STORED DATA |
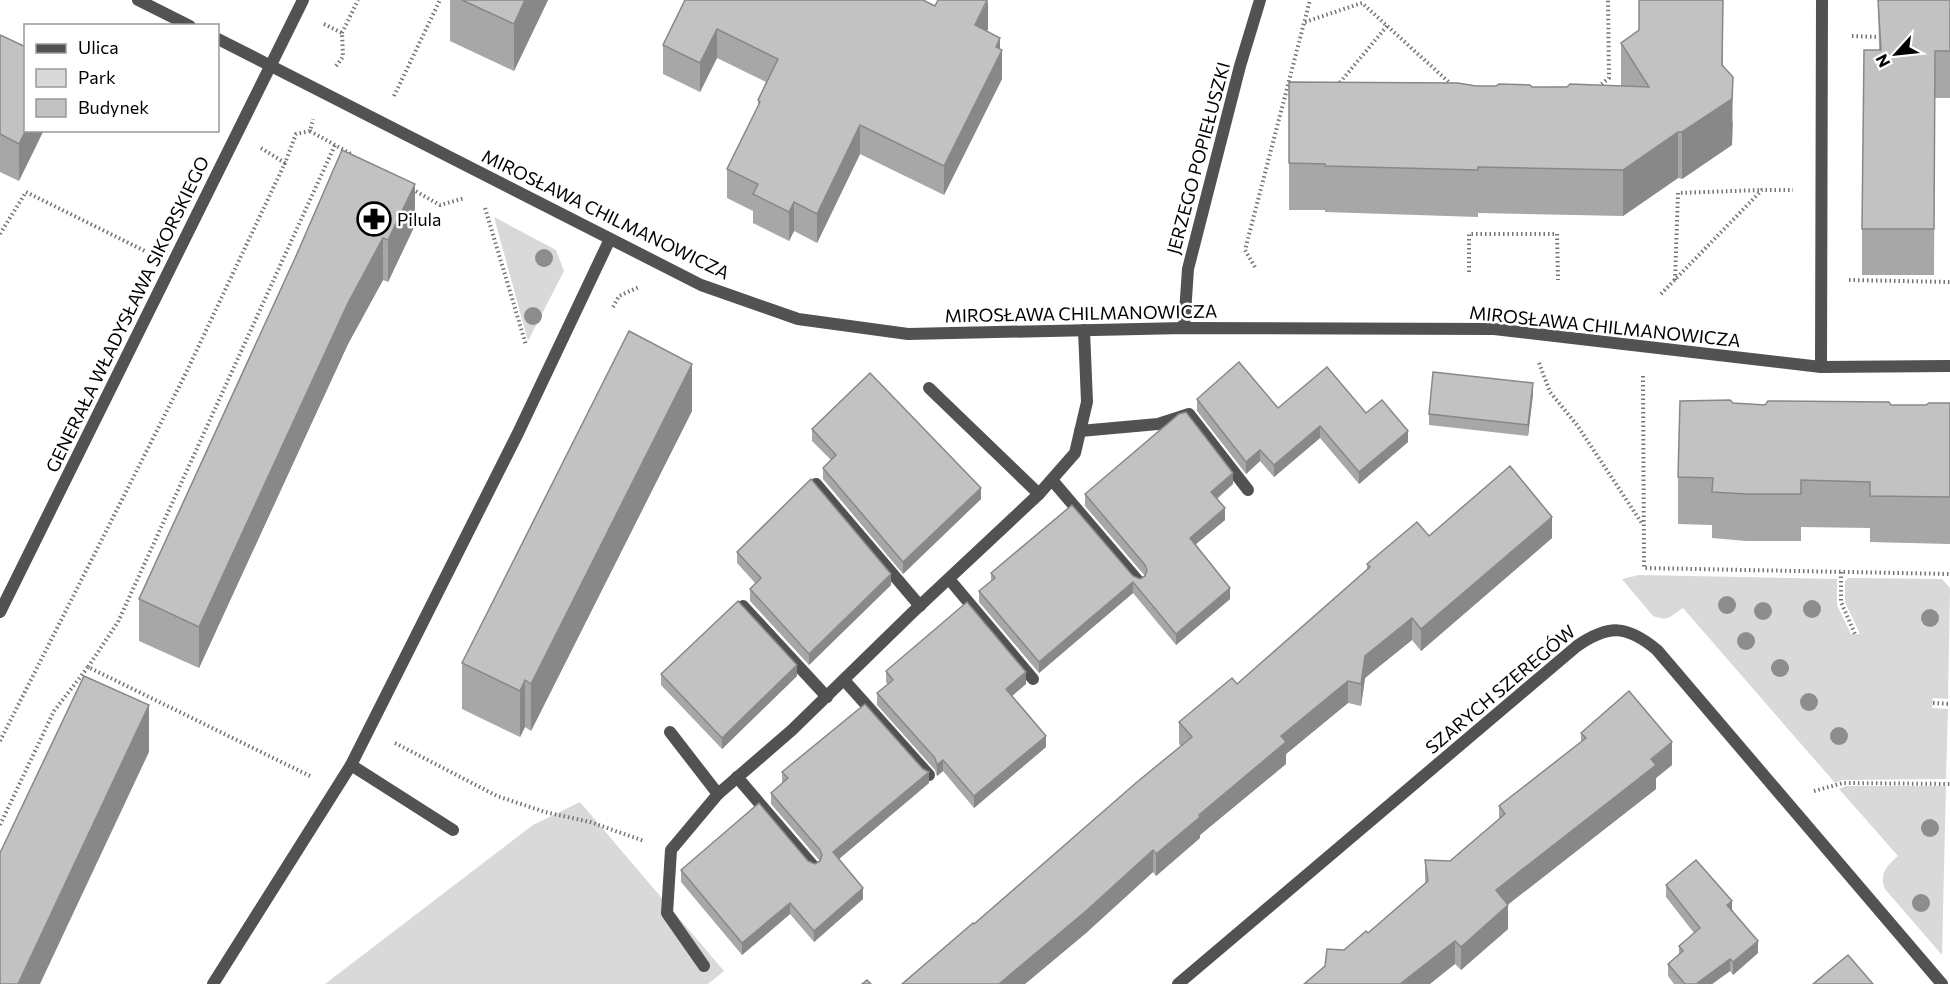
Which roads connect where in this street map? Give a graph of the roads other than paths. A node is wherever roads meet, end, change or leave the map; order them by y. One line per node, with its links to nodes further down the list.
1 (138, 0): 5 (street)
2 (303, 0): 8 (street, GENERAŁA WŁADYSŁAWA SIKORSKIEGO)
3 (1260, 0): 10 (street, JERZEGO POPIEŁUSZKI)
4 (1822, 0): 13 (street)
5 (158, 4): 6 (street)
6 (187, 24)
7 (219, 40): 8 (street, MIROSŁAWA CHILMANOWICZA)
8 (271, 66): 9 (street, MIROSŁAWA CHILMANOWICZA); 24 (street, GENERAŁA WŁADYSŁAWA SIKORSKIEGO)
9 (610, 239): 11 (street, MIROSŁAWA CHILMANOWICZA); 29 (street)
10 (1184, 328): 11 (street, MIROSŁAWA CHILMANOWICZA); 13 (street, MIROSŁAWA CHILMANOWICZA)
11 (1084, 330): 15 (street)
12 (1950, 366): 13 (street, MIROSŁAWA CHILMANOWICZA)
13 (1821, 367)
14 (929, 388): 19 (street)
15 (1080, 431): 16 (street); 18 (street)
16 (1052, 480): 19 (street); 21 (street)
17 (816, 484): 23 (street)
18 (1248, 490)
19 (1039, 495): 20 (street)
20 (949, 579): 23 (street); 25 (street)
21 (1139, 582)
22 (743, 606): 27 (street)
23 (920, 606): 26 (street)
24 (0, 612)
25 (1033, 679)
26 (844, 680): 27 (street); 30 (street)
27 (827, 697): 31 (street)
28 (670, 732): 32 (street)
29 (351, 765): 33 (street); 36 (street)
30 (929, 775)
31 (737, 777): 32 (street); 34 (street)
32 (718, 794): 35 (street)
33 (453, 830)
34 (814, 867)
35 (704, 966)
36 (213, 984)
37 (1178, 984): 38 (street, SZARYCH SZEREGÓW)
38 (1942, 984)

DESCRIPTION OF THE TASK |
Skip the pictures, then return the rest of the data exactly.

TASK SOLUTION |
Which roads connect where in this street map? Give a graph of the roads other than paths. A node is wherever roads meet, end, change or leave the map; order them by y. One line per node, with its links to nodes further down the list.
1 (138, 0): 5 (street)
2 (303, 0): 8 (street, GENERAŁA WŁADYSŁAWA SIKORSKIEGO)
3 (1260, 0): 10 (street, JERZEGO POPIEŁUSZKI)
4 (1822, 0): 13 (street)
5 (158, 4): 6 (street)
6 (187, 24)
7 (219, 40): 8 (street, MIROSŁAWA CHILMANOWICZA)
8 (271, 66): 9 (street, MIROSŁAWA CHILMANOWICZA); 24 (street, GENERAŁA WŁADYSŁAWA SIKORSKIEGO)
9 (610, 239): 11 (street, MIROSŁAWA CHILMANOWICZA); 29 (street)
10 (1184, 328): 11 (street, MIROSŁAWA CHILMANOWICZA); 13 (street, MIROSŁAWA CHILMANOWICZA)
11 (1084, 330): 15 (street)
12 (1950, 366): 13 (street, MIROSŁAWA CHILMANOWICZA)
13 (1821, 367)
14 (929, 388): 19 (street)
15 (1080, 431): 16 (street); 18 (street)
16 (1052, 480): 19 (street); 21 (street)
17 (816, 484): 23 (street)
18 (1248, 490)
19 (1039, 495): 20 (street)
20 (949, 579): 23 (street); 25 (street)
21 (1139, 582)
22 (743, 606): 27 (street)
23 (920, 606): 26 (street)
24 (0, 612)
25 (1033, 679)
26 (844, 680): 27 (street); 30 (street)
27 (827, 697): 31 (street)
28 (670, 732): 32 (street)
29 (351, 765): 33 (street); 36 (street)
30 (929, 775)
31 (737, 777): 32 (street); 34 (street)
32 (718, 794): 35 (street)
33 (453, 830)
34 (814, 867)
35 (704, 966)
36 (213, 984)
37 (1178, 984): 38 (street, SZARYCH SZEREGÓW)
38 (1942, 984)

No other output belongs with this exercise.